How Russia has kept the UN from yet again violating human rights in Libya

© Reuters / Eduardo Munoz
The United Nations "Security" Council

    
The role reversal between Russia and the West becomes ever starker.

During the Cold War the West supposedly stood for international law and human rights. The USSR was supposed to represent the antithesis.

What we now see is the EU proposing to the UN Security Council a Resolution that would permit the European powers to launch military strikes to destroy ships supposedly owned by human traffickers in Libyan ports.

Not only would this violate whatever tattered vestige of sovereignty Libya still has left. Use of military force to destroy ships in this way without any pretense of due legal process is about as gross a violation of the basic legal principles of the presumption of innocence and of the right to trial and due process as it is possible to get.


It has taken Russia — the country always criticised in the West for its supposed lack of conscience, violation of human rights and disrespect for law — to point this out.

Not only has Russia pointed it out, it has made it clear that the proposal is completely unacceptable and that Russia will veto any resolution based upon it.

In the words of Vladimir Chizhov, Russia's ambassador to the EU, "apprehending human traffickers and arresting these vessels is one thing. But destroying them would be going too far." Destruction of ships without a court order and the consent of the host country would amount "to a contravention of the existing norms of international law".

Russia's objections are so obviously correct that the EU has been forced shamefacedly to accept them. Latest reports suggest that the proposal has been dropped and that the EU is now working on a more restricted mandate involving a search and rescue role for Europe's military alongside powers to stop and seize traffickers' boats at sea.

What this episode once again shows is that the popular Western image of Russia as a brutal, lawless place has no truth.

Russia is unaffected by Mediterranean migrant flows. However if it were as indifferent to humanitarian considerations or to the rule of law as is repeatedly said, then it is difficult to see why it would object to the proposal. It is not as if Russia gains anything by doing so.

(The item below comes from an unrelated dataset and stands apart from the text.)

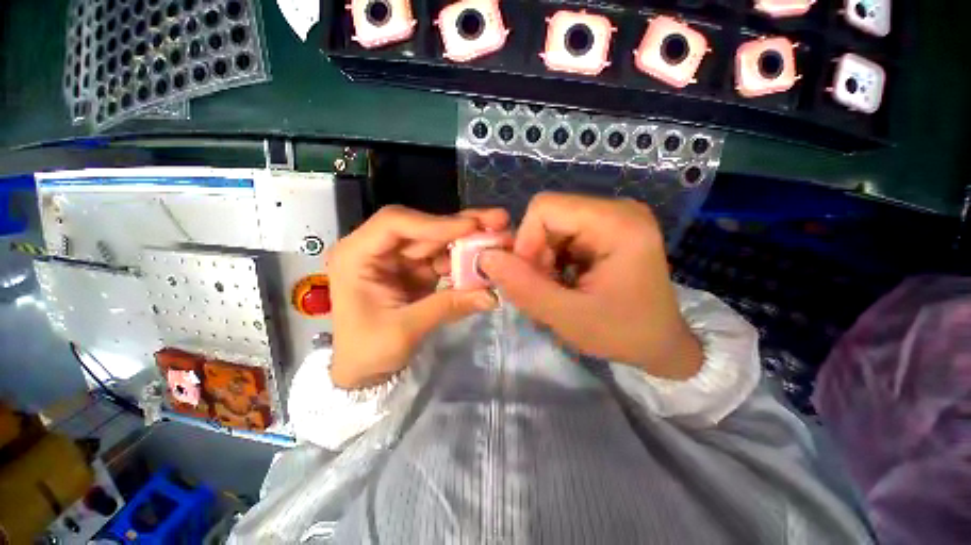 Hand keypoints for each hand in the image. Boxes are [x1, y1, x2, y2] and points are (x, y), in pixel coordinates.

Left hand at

The reality is that Russia is far from being a country without conscience or one which is indifferent to human rights and to the rule of law. On the contrary Russia's history makes Russia particularly sensitive about these matters.

By contrast it is Europe that is taking its commitment to human rights and the rule of law increasingly for granted, and is therefore becoming increasingly indifferent to how it violates them.


Comment: Under NATO's leadership human rights are just a cover for war and exploitation. With Russia making the choices necessary to safeguard her rights, and the rights of others, the dynamics on the world stage have utterly changed. To them, Russia truly is the "Evil Empire" that keeps the biggest criminals of the last decade from engaging in the most heinous debauchery imaginable. From the article Political Ponerology: A Science of Evil Applied for Political Purposes:

Imagine - if you can - not having a conscience, none at all, no feelings of guilt or remorse no matter what you do, no limiting sense of concern for the well-being of strangers, friends, or even family members. Imagine no struggles with shame, not a single one in your whole life, no matter what kind of selfish, lazy, harmful, or immoral action you had taken. And pretend that the concept of responsibility is unknown to you, except as a burden others seem to accept without question, like gullible fools.

Knight-Jadczyk expands on that description:

They can imitate feelings, but the only real feelings they seem to have: is a sort of 'predatorial hunger' for what they want. All else - all activity - is subsumed to this drive. In short, the psychopath is a predator. If we think about the interactions of predators with their prey in the animal kingdom, we can come to some idea of what is behind the "mask of sanity" of the psychopath.

This leads us to an important question: what does the psychopath really get from their victims? It's easy to see what they are after when they lie and manipulate for money or material goods or power. But in many instances we can only say that it seems to be that the psychopath enjoys making others suffer.